Report each line of the data that includes the word "Neumanpad".

Saved entries:

◇ ◇ ◇ ◇ ◇

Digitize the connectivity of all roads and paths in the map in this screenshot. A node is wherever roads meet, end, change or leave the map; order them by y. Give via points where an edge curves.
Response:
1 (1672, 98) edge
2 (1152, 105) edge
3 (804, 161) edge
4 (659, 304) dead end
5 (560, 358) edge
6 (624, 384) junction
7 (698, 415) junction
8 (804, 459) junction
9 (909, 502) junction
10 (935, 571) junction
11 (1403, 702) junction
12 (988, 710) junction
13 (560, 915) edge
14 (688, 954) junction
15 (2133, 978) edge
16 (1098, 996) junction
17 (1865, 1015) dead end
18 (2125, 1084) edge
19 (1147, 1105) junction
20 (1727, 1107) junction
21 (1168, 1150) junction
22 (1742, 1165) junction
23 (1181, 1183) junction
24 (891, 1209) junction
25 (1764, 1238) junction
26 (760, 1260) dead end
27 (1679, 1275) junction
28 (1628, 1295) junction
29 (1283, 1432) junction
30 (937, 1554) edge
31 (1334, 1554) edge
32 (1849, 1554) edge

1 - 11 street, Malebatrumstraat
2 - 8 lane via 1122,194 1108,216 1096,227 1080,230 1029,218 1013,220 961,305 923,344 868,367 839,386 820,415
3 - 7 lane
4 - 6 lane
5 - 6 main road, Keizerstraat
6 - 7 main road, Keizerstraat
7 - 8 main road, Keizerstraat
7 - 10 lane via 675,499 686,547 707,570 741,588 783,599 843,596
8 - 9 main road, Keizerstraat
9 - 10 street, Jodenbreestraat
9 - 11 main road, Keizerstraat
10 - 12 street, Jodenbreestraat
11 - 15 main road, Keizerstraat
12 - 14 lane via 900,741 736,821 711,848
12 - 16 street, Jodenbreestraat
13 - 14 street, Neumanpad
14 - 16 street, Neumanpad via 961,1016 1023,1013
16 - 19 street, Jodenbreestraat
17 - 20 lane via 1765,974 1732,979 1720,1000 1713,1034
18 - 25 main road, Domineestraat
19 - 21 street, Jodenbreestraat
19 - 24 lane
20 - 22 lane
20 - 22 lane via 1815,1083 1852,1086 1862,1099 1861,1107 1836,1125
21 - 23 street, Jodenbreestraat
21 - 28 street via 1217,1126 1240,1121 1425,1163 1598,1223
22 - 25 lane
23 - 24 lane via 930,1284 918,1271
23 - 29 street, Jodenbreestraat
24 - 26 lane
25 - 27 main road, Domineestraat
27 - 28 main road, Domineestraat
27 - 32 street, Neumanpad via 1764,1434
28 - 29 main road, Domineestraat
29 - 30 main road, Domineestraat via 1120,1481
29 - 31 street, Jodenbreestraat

◇ ◇ ◇ ◇ ◇

▶ Response below:
13 - 14 street, Neumanpad
14 - 16 street, Neumanpad via 961,1016 1023,1013
27 - 32 street, Neumanpad via 1764,1434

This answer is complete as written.